If you want to try this on a Solaris/SunOS system, change awk from the default /usr/bin/awk to /usr/xpg4/bin/awk , /usr/xpg6/bin/awk , or nawk .

I use the Korn shell, but any shell that supports basic Bourne shell or POSIX standard shell syntax can be used instead.

1 Like

thanks, don. This is really helpful. Could you explain your awk code.

Does this help?

#!/bin/ksh
awk '
NR > 1 {# For all lines except line 1 (which contains headers; not data), loop
        # through the 2nd field and increment the number of times the six
        # character substring starting at offset i in tn the 2nd field appears:
        for(i = length($2) - 5; i >= 1; i--)
                c[substr($2, i, 6)]++
}
END {   # After all input lines have been processed, print and sort (using a
        # descreasing numeric sort) the number of times that substring occurred
        # and the substring.
        for(i in c)
                print c, i | "sort -rn"
}' file |       # The data to be processed comes from a file named file.
# The sorted output is then piped tnto another awk script to just print the
# most commonly appearing substrings.
awk '
# Save the count from the 1st input line (the most frequent substring).
NR == 1 {c = $1}
# Print the substring from every input line that has the same count as the
# most commonly appearing substring.
$1 == c {print $2}'
2 Likes

thanks, don. I have 2 last questions.

Some helpful individuals from the forums helped with this code below but it seems to be generating the same output for any string pattern I give it when I run it with a large file (200GB). However, when I run it with a small test file, that output is different for each string. Why do you think this could be happening?

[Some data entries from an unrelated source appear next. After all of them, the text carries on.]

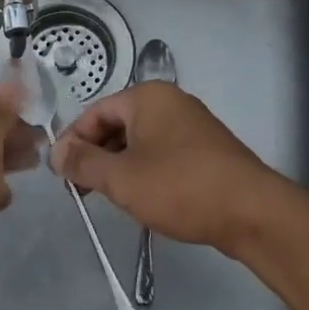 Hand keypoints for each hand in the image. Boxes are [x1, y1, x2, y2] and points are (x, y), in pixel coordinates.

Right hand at [51, 82, 289, 254]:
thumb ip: (83, 162)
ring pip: (140, 140)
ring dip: (119, 165)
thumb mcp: (121, 178)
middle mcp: (169, 101)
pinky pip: (162, 151)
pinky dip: (144, 169)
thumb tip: (56, 151)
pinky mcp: (206, 148)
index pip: (95, 112)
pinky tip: (142, 197)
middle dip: (96, 155)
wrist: (252, 212)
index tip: (62, 174)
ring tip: (108, 197)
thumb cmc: (180, 187)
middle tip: (81, 189)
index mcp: (147, 97)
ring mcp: (191, 124)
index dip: (73, 141)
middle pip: (117, 123) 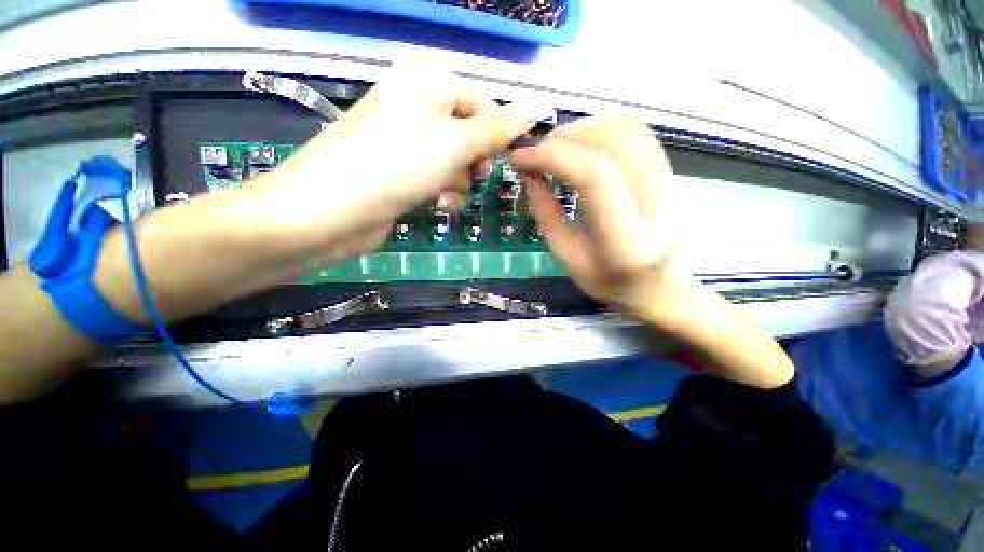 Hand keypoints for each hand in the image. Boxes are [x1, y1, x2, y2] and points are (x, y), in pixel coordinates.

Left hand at [243, 71, 535, 264]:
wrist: (330, 211)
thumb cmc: (395, 166)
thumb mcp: (454, 143)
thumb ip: (496, 129)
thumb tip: (533, 110)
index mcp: (425, 84)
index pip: (480, 102)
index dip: (496, 132)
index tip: (504, 159)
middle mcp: (415, 108)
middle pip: (468, 134)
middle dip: (474, 160)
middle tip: (472, 174)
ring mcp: (406, 144)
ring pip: (455, 162)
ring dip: (459, 181)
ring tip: (444, 193)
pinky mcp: (401, 174)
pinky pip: (438, 179)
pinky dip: (443, 192)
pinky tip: (436, 204)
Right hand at [512, 116, 685, 318]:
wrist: (654, 284)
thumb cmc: (606, 280)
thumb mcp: (566, 257)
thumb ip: (546, 215)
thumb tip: (529, 174)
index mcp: (627, 243)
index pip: (595, 177)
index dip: (554, 157)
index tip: (520, 157)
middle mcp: (660, 207)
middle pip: (613, 144)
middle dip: (564, 139)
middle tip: (535, 153)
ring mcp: (673, 186)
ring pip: (627, 130)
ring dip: (582, 129)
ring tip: (554, 147)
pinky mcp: (671, 174)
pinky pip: (636, 133)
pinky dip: (601, 128)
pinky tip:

Also, am I recording the length appropriately for all of the column 2 lines that have the same ID from column 1? Here's the code:

JOIN="joined.join"
cod1="ypehe"
cod2="edog"

awk '
        NR==1{
                print "ID", "cod_freq", "ID_freq", "length"
                next
             }
      FNR==NR{
                A[$1]++
                B[$1]+=gsub(/'${cod1}' || '${cod2}'/,x, $2)
                C[$1]+=length($2)
                next
             } 
    ($1 in A){ 
                print $1,B[$1],A[$1],C[$1]
                delete A[$1]
                delete B[$1]
                delete C[$1]
             }

    ' OFS='\t' ${JOIN}.out{,} > ${JOIN}.freq

I don't understand how this code applies to this thread???

Hi Don, I noticed that when I change the length of the substring combinations to look for above 10, I get smaller than 10 character patterns in the output. How can I prevent awk from doing this?

You said you wanted strings containing 6 characters, and the code I gave you processes substrings containing 6 characters. Please show us how you modified the code to handle strings of the length you want now.

In your sample input, the strings to be searched always contained more than 6 characters. Do you ever have an input field that is shorter then the substring length you're looking for? The code I gave you didn't check for this possibility.